Packen steht an. Heute Nacht geht es für 2 ½ Wochen zurück nach Europa. Der Grund sind die anstehenden UN-Klimaverhandlungen im Polnischen Posznan. Nachdem letztes Jahr auf Bali in einem dramatischen Show-Down die Grundlagen für die weiteren Verhandlungen in Richtung der wirklich großen Klimakonferenz nächstes Jahr in Kopenhagen, gelegt wurden, stellt Posznan einen wichtigen Zwischenschritt dar. Es wird in den nächsten Wochen keinen dramatischen Durchbruch geben, aber einige Weichen könnten gestellt werden. Details dazu aber nicht hier und heute sondern in den nächsten 2 ½ Wochen in einem eigenen Blog aus Polen.

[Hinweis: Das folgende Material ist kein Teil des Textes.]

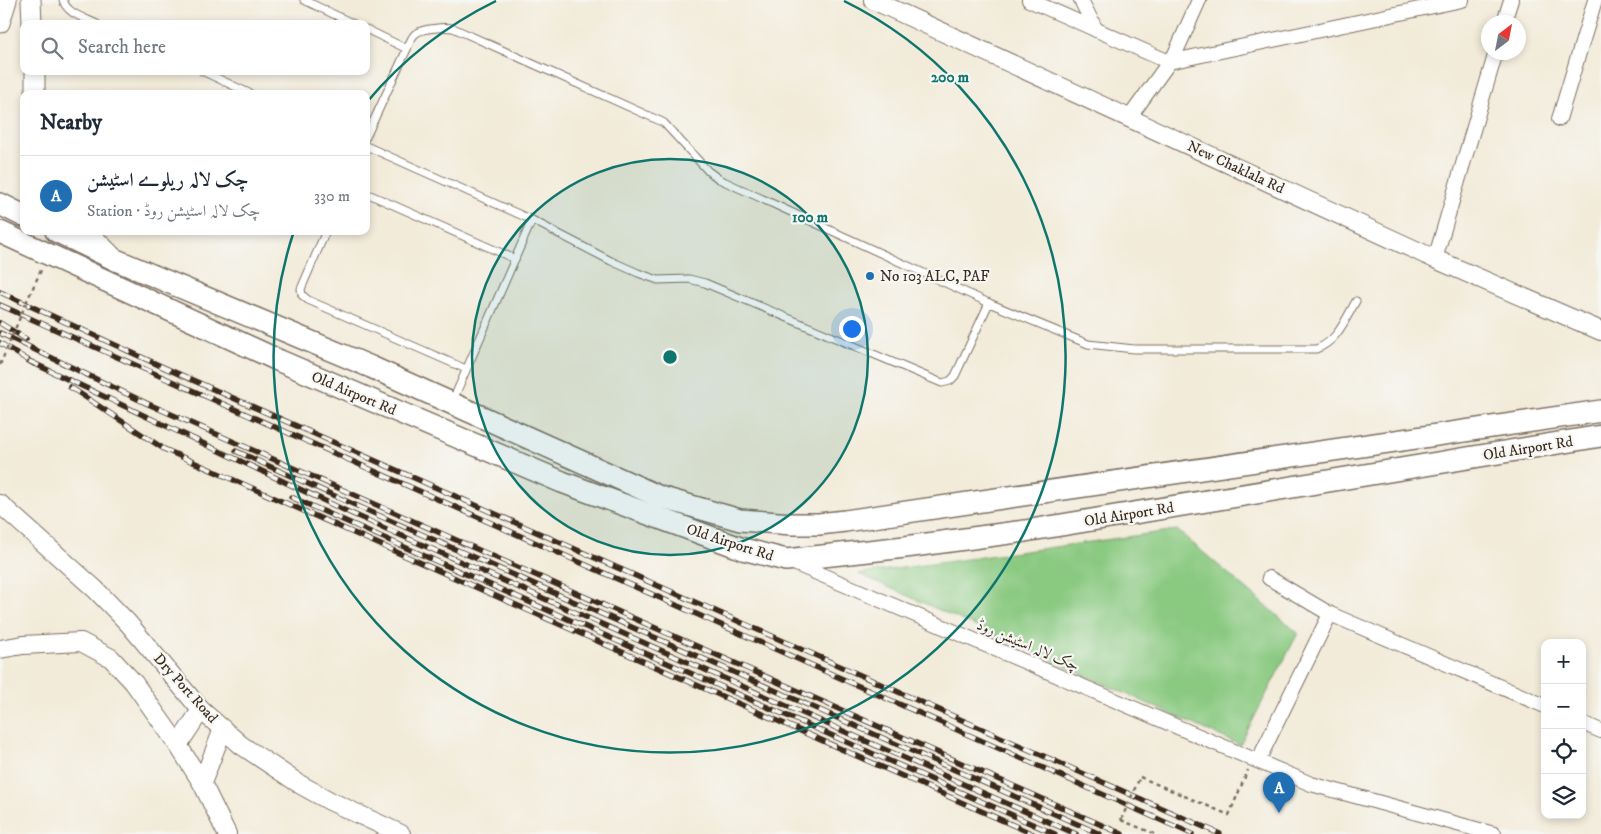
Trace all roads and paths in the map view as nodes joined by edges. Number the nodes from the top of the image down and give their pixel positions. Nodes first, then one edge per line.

Indien ist ein Schlüsselland in den Verhandlungen und wir haben die letzten Tage sehr viel über Strategien diskutiert, wie wir Indiens Position in Richtung größtmöglicher Konstruktivität beeinflussen können.
Indien ist ein Schlüsselland in den Verhandlungen, weil es ein sogenannter "deal breaker" sein kann. D.h. Indien ist in der Lage und durchaus bereit am Ende von Verhandlungen "Nein" zu einem Abkommen zu sagen, wenn es nicht passt. Das können nur sehr wenige Länder - oder kann sich etwa jemand Bangla Desh in einer solchen Rolle vorstellen?
Indien ist ein Schlüsselland, weil es von einem sehr hohen moralischen Standpunkt aus argumentiert (auch wenn überwiegend ökonomische Interessen dahinter stecken) und so ein Sprecher für alle Entwicklungsländer ist. So verspricht Indien etwa, dass seine Pro-Kopf -Emissionen immer unter dem Durchschnitt der Industrieländer liegen werden. D.h. wenn die Industrieländer ernsthaft von Indien etwas wollen, dann sollen sie gefälligst ihre Emissionen senken und dagegen ist ernsthaft nicht zu argumentieren.
Indien ist aber auch ein Schlüsselland, weil es groß ist, weil es eine boomende Wirtschaft und entsprechende Steigerungen in den Emissionen hat und weil es erfahrende und ausgezeichnet ausgebildete Verhandler besitzt.

In Posznan wird sich Indien - vermute ich einmal - sehr zurück halten und auf Angebote der Industrieländer warten. Das ist soweit fair, da die ersten Schritte des Nordens seit Jahren überfällig sind (das Österreichische Regierungsprogramm passt da erschreckend ins Bild), nur irgendwann wird Indien aus der Deckung kommen müssen und klare Angebote machen. Mal schauen wie rasch der Norden sich bewegt und somit Indien ebenfalls zu Bewegung zwingt. Jedenfalls 2 ½ Wochen im winterlichen Europa werden sich seltsam anfühlen auch wenn sie überwiegend im Konferenzzentrum zugebracht werden.